======== Records shown ========

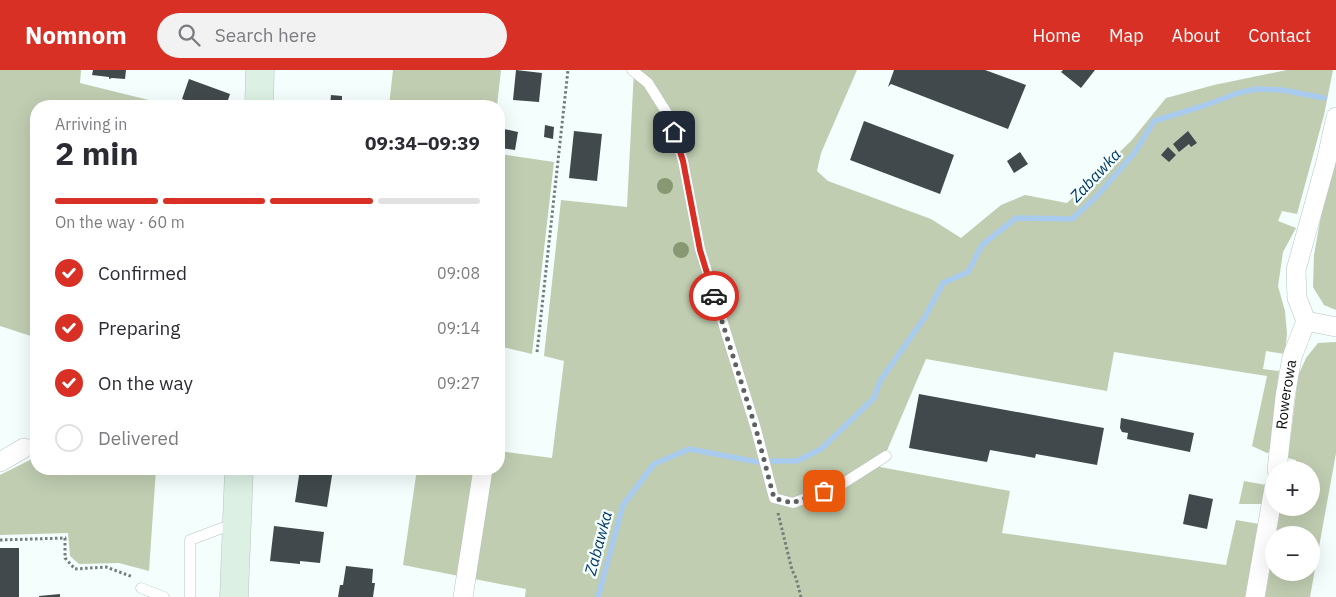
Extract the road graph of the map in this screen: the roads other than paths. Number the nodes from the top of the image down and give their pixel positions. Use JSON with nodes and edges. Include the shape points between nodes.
{"nodes":[{"id":1,"x":260,"y":70,"type":"edge"},
{"id":2,"x":632,"y":70,"type":"edge"},
{"id":3,"x":259,"y":100,"type":"edge"},
{"id":4,"x":1336,"y":117,"type":"edge"},
{"id":5,"x":1306,"y":321,"type":"junction"},
{"id":6,"x":1336,"y":327,"type":"edge"},
{"id":7,"x":24,"y":448,"type":"dead end"},
{"id":8,"x":886,"y":456,"type":"dead end"},
{"id":9,"x":1278,"y":461,"type":"edge"},
{"id":10,"x":0,"y":462,"type":"edge"},
{"id":11,"x":239,"y":475,"type":"edge"},
{"id":12,"x":482,"y":475,"type":"edge"},
{"id":13,"x":1269,"y":516,"type":"edge"},
{"id":14,"x":236,"y":528,"type":"junction"},
{"id":15,"x":141,"y":588,"type":"road end"},
{"id":16,"x":164,"y":597,"type":"edge"},
{"id":17,"x":190,"y":597,"type":"edge"},
{"id":18,"x":234,"y":597,"type":"edge"},
{"id":19,"x":463,"y":597,"type":"edge"},
{"id":20,"x":1255,"y":597,"type":"edge"}],
"edges":[{"from":1,"to":3,"type":"street"},
{"from":2,"to":8,"type":"lane","via":[[648,83],[670,118],[683,161],[700,250],[774,498],[792,503],[839,486]]},
{"from":4,"to":5,"type":"street","via":[[1296,270],[1297,298]]},
{"from":5,"to":6,"type":"street"},
{"from":5,"to":9,"type":"street","name":"Rowerowa","via":[[1292,357]]},
{"from":7,"to":10,"type":"street"},
{"from":11,"to":14,"type":"street"},
{"from":12,"to":19,"type":"street"},
{"from":13,"to":20,"type":"street"},
{"from":14,"to":17,"type":"lane","via":[[222,528],[190,540]]},
{"from":14,"to":18,"type":"street"},
{"from":15,"to":16,"type":"lane"}]}
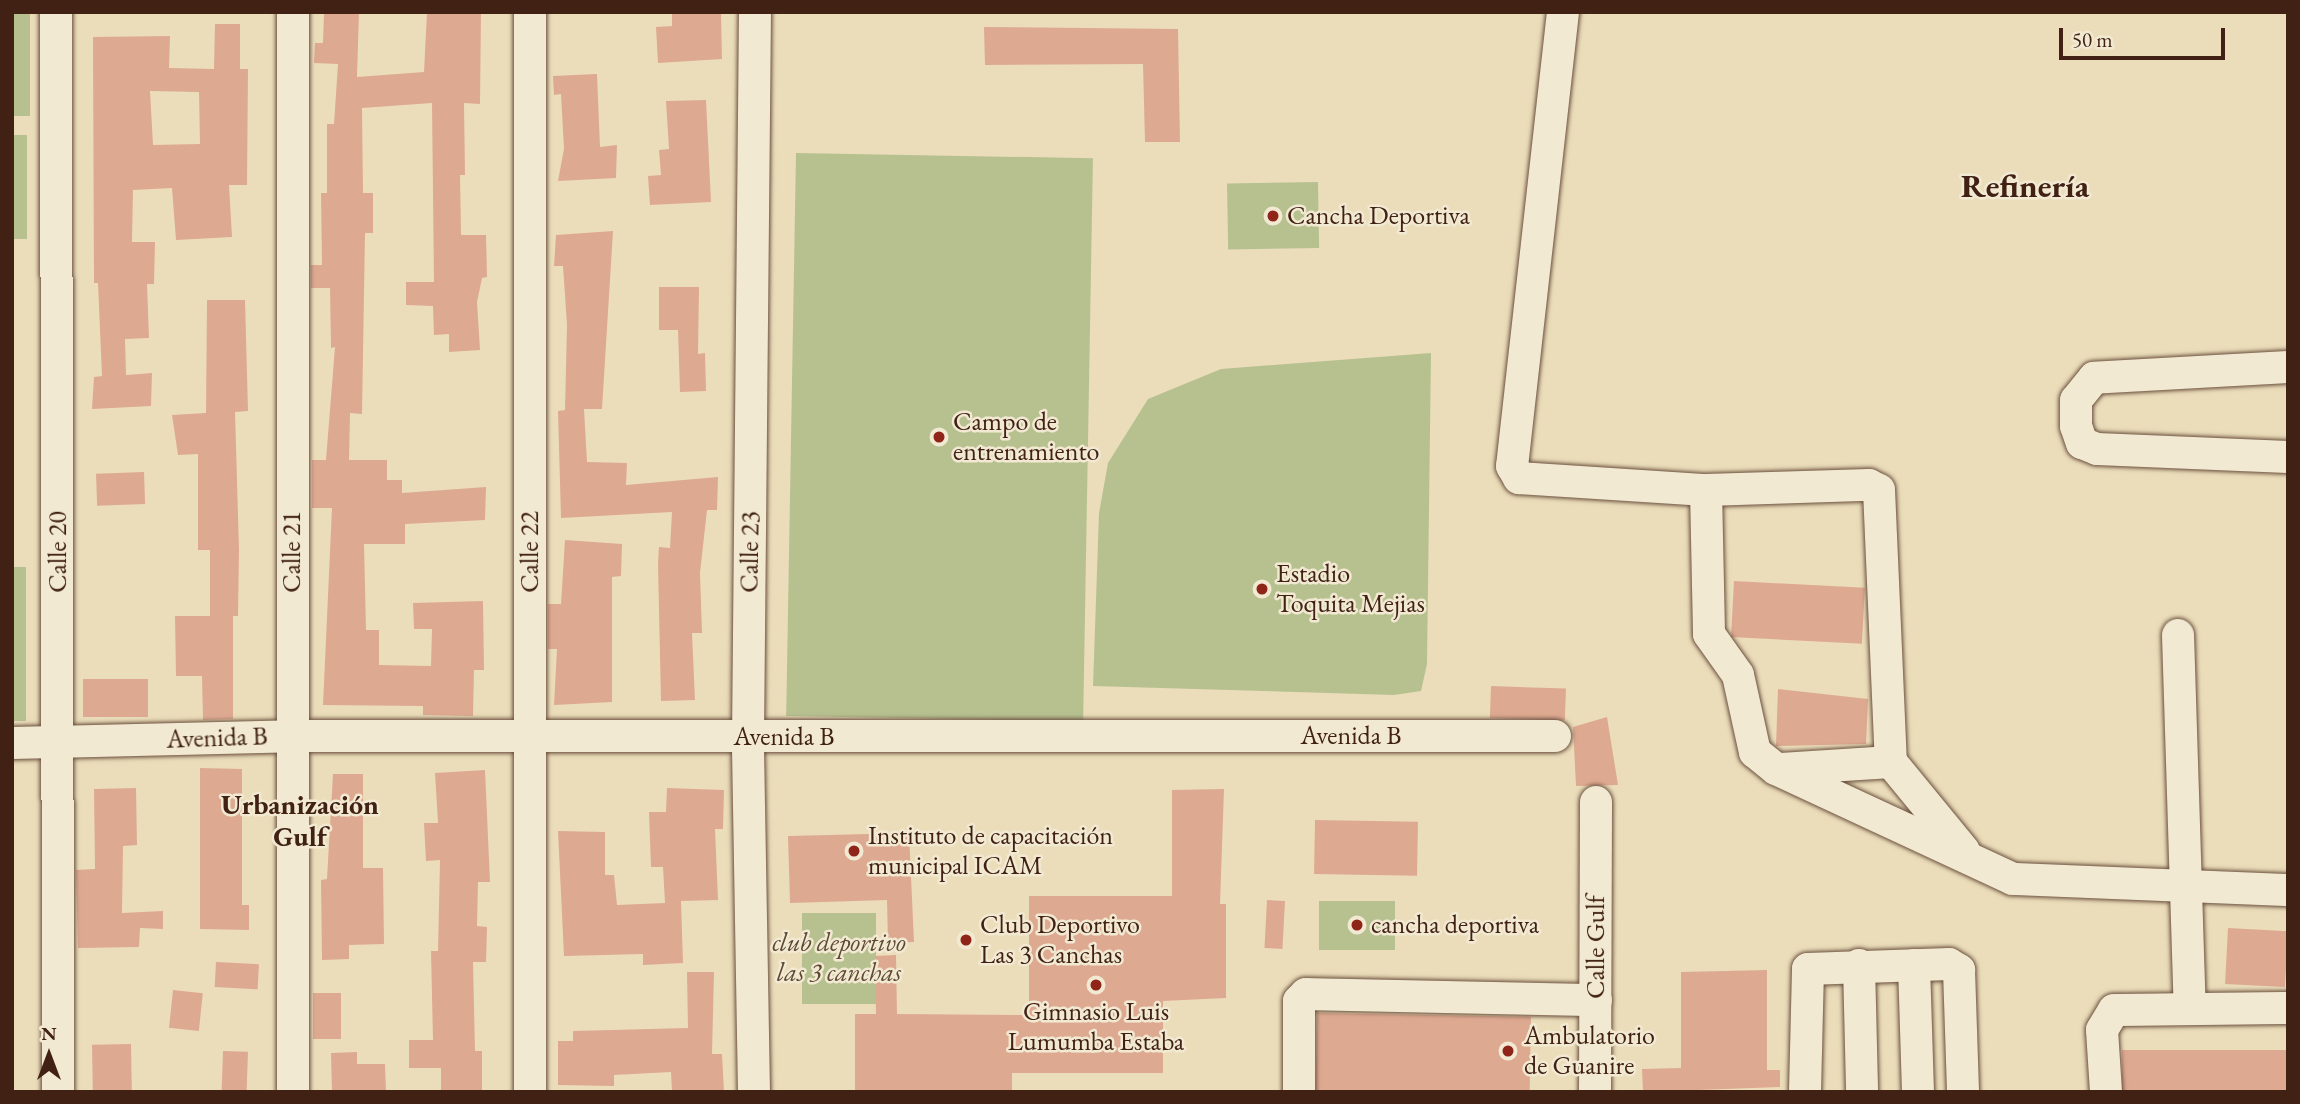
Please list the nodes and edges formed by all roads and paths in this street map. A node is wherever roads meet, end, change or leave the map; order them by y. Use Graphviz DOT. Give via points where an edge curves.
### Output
graph roads {
  1 [pos="56,12"];
  2 [pos="293,12"];
  3 [pos="530,12"];
  4 [pos="755,12"];
  5 [pos="1563,12"];
  6 [pos="2288,367"];
  7 [pos="2288,457"];
  8 [pos="1706,490"];
  9 [pos="2178,635"];
  10 [pos="530,735"];
  11 [pos="292,736"];
  12 [pos="1555,736"];
  13 [pos="748,737"];
  14 [pos="12,743"];
  15 [pos="58,743"];
  16 [pos="1891,762"];
  17 [pos="1776,769"];
  18 [pos="1596,802"];
  19 [pos="1967,855"];
  20 [pos="2188,886"];
  21 [pos="2288,890"];
  22 [pos="1859,965"];
  23 [pos="1914,965"];
  24 [pos="1596,1000"];
  25 [pos="2190,1008"];
  26 [pos="2288,1008"];
  27 [pos="58,1092"];
  28 [pos="293,1092"];
  29 [pos="530,1092"];
  30 [pos="754,1092"];
  31 [pos="1299,1092"];
  32 [pos="1595,1092"];
  33 [pos="1805,1092"];
  34 [pos="1862,1092"];
  35 [pos="1918,1092"];
  36 [pos="1963,1092"];
  37 [pos="2106,1092"];
  1 -- 15 [label="street, Calle 20"];
  2 -- 11 [label="street, Calle 21"];
  3 -- 10 [label="street, Calle 22"];
  4 -- 13 [label="street, Calle 23"];
  5 -- 8 [label="street" via="1512,466 1519,478 1533,483"];
  6 -- 7 [label="street" via="2094,378 2076,400 2076,426 2082,443 2097,449"];
  8 -- 16 [label="street" via="1869,485 1879,490"];
  8 -- 17 [label="street" via="1709,634 1738,675 1755,752"];
  9 -- 20 [label="street"];
  10 -- 11 [label="street, Avenida B"];
  10 -- 13 [label="street, Avenida B"];
  10 -- 29 [label="street, Calle 22"];
  11 -- 15 [label="street, Avenida B"];
  11 -- 28 [label="street, Calle 21"];
  12 -- 13 [label="street, Avenida B"];
  13 -- 30 [label="street, Calle 23"];
  14 -- 15 [label="street, Avenida B"];
  15 -- 27 [label="street, Calle 20"];
  16 -- 17 [label="street"];
  16 -- 19 [label="street"];
  17 -- 19 [label="street"];
  18 -- 24 [label="street, Calle Gulf"];
  19 -- 20 [label="street" via="2013,879"];
  20 -- 21 [label="street"];
  20 -- 25 [label="street"];
  22 -- 23 [label="street"];
  22 -- 33 [label="street" via="1808,969"];
  22 -- 34 [label="street"];
  23 -- 35 [label="street"];
  23 -- 36 [label="street" via="1948,964 1959,970"];
  24 -- 31 [label="street" via="1306,994 1299,1001"];
  24 -- 32 [label="street, Calle Gulf"];
  25 -- 26 [label="street"];
  25 -- 37 [label="street" via="2114,1010 2102,1030"];
}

========

Exercise requirements: Filter on the word "dead": copy each matching line from the entries above.

Exercise response:
{"id":7,"x":24,"y":448,"type":"dead end"},
{"id":8,"x":886,"y":456,"type":"dead end"},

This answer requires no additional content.